Notice that strip does not remove the apostrophe from the middle of don't, which is probably what we want.

To see how well it works, I'll select an arbitrary line from the file:

In [49]:
fp = open('2600-0.txt')
count = 0
for line in fp:
if count == 1000:
break
count += 1

line


And try to remove punctuation from the words:

In [50]:
for word in line.split():
word = word.strip(string.punctuation)
print(word)


It words pretty well, but the last word is a problem because it ends with a quotation mark that is not in string.punctuation. To fix this problem, we'll use the following loop, which

1. Reads the file and builds a dictionary that contains all punctuation marks that appear in the book, then

2. It uses the join function to concatenate the keys of the dictionary in a single string.

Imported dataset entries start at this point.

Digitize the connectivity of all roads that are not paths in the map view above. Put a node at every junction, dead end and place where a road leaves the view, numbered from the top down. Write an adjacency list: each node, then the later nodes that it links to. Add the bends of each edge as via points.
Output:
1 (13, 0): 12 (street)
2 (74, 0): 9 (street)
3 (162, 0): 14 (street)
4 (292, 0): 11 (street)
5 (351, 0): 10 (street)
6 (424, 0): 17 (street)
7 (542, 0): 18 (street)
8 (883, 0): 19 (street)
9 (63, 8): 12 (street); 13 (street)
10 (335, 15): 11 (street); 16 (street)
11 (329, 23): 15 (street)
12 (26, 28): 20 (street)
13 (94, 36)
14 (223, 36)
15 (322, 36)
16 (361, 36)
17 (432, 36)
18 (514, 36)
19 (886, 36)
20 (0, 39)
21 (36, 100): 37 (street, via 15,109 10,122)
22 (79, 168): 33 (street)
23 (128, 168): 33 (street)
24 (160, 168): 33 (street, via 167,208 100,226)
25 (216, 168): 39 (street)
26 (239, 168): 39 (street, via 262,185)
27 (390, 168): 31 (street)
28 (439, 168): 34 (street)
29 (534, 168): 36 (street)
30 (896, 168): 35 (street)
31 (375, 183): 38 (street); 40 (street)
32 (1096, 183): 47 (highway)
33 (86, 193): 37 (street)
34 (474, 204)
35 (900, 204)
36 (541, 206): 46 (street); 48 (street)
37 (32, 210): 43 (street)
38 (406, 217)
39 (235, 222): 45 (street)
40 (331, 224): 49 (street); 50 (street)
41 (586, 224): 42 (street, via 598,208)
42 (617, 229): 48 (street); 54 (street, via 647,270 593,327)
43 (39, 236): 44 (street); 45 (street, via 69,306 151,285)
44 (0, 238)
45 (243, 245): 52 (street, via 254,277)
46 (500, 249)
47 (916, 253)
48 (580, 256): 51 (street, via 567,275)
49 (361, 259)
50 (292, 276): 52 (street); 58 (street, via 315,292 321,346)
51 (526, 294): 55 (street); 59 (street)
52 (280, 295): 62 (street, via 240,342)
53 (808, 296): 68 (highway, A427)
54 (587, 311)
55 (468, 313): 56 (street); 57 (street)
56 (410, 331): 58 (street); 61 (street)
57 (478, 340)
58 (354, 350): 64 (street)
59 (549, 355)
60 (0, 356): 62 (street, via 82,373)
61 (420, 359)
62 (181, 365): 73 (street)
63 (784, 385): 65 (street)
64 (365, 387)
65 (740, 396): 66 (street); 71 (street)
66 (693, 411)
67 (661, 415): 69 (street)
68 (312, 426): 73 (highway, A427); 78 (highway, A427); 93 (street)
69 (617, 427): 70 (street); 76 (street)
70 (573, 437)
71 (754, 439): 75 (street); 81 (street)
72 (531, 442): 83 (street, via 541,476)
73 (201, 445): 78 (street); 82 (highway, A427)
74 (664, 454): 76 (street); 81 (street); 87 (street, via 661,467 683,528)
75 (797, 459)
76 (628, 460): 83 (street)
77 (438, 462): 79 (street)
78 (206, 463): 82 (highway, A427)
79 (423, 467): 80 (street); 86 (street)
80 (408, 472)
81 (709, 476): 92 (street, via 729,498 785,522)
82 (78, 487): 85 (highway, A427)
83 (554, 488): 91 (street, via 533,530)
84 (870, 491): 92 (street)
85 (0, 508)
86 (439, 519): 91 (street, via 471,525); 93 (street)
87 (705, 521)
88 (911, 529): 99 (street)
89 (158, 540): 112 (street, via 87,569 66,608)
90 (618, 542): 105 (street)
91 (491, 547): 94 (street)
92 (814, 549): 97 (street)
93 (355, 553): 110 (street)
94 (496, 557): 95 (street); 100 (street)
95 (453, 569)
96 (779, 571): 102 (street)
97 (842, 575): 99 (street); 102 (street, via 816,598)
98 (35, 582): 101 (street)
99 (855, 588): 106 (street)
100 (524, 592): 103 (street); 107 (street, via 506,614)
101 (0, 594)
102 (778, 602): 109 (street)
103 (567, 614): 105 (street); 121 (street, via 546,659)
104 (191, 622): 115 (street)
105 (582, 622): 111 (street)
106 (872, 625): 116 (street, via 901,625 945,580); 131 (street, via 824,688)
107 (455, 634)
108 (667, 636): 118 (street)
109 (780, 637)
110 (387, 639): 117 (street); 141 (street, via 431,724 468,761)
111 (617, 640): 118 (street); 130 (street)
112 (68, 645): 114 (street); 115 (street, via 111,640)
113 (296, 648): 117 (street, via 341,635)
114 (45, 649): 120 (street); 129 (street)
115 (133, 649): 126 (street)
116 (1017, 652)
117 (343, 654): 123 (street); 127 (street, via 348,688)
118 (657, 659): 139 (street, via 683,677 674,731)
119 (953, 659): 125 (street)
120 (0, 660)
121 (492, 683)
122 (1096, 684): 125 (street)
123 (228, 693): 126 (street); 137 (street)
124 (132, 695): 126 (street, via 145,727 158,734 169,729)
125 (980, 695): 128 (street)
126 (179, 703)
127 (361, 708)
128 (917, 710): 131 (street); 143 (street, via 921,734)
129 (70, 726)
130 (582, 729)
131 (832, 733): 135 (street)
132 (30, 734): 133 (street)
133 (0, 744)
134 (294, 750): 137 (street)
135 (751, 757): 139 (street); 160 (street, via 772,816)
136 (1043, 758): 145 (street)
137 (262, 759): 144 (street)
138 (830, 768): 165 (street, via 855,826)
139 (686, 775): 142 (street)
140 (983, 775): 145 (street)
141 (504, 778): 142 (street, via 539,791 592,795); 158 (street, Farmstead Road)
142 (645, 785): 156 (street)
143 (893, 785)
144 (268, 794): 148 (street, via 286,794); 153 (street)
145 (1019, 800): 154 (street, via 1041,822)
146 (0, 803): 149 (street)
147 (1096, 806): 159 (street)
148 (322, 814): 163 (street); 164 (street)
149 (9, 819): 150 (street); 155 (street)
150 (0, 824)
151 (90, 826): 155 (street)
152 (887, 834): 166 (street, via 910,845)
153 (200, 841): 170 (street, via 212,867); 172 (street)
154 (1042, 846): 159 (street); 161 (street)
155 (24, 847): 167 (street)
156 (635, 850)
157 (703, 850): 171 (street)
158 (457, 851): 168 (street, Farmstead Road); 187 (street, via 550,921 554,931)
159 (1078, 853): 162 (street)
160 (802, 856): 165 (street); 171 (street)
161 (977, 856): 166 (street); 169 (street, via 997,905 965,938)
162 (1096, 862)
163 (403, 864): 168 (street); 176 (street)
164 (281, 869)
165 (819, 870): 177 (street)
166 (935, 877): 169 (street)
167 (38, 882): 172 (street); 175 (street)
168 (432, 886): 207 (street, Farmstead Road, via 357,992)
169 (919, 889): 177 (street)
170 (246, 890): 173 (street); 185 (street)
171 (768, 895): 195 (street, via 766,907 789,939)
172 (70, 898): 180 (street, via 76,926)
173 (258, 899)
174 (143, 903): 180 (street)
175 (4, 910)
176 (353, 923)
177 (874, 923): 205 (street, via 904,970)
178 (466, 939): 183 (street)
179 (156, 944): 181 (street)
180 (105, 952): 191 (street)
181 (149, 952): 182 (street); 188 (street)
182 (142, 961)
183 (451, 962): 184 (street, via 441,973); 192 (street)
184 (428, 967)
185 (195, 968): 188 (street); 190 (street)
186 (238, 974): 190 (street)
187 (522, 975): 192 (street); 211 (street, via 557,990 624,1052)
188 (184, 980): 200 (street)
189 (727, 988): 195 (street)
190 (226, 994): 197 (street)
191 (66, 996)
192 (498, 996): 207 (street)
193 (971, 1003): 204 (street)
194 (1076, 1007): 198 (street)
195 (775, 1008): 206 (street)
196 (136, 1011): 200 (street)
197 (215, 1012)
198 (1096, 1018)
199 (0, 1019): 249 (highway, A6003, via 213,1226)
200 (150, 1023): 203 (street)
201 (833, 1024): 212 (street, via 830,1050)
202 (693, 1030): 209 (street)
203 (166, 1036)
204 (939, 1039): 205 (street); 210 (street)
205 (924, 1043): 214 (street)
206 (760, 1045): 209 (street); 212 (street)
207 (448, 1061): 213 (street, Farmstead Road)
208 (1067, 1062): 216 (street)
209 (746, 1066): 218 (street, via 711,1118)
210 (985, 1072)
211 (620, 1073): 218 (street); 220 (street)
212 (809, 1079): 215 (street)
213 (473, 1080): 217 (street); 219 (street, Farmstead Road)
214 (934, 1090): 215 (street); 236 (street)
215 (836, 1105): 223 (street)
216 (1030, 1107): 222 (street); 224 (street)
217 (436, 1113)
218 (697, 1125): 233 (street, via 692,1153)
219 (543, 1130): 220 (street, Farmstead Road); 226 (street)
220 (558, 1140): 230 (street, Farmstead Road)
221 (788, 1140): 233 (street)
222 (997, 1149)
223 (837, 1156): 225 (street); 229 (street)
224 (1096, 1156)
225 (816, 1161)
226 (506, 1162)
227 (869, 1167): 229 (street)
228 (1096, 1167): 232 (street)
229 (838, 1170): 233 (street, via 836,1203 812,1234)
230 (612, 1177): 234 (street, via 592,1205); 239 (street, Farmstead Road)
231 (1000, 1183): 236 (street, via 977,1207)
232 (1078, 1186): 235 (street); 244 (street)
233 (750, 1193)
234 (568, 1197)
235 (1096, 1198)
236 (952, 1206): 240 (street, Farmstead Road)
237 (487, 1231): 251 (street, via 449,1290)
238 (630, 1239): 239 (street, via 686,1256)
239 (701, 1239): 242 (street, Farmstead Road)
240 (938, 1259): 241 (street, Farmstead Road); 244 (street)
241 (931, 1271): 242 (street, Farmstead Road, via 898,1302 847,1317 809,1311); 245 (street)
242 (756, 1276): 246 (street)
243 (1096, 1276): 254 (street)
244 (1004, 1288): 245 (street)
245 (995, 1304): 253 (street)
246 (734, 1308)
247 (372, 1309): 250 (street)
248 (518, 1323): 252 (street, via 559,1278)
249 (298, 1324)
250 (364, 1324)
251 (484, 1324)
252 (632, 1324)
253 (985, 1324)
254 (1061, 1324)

You don't have to understand everything about how it works, but you should read it and see how much you can figure out. You can read the documentation of the unicodedata library here.

In [52]:
import unicodedata

fp = open('2600-0.txt')
punc_marks = {}
for line in fp:
for x in line:
category = unicodedata.category(x)
if category[0] == 'P':
punc_marks[x] = 1

all_punctuation = ''.join(punc_marks)
print(all_punctuation)


Exercise: Modify the word-counting loop from the previous section to convert words to lower case and strip punctuation before adding them to the dictionary. Now how many unique words are there?

Optional: You might want to skip over the frontmatter and start with the text of Chapter 1, and skip over the license at the end, as we did in the previous notebook.

In [55]:
# Solution goes here


## Word frequencies¶

In the previous section we counted the number of unique words, but we might also want to know how often each word appears. Then we can find the most common and least common words in the book.

To count the frequency of each word, we'll make a dictionary that maps from each word to the number of times it appears.

Here's an example that loops through a string and counts the number of times each letter appears.

In [56]:
line = 'If everyone fought for their own convictions there would be no war.'

letter_counts = {}
for x in line:
if x in letter_counts:
letter_counts[x] += 1
else:
letter_counts[x] = 1

letter_counts


The if statement in the previous example uses a feature we have not seen before, an else clause.

Here's how it works.

1. First, it checks whether the letter is already a key in the dictionary, letter_counts.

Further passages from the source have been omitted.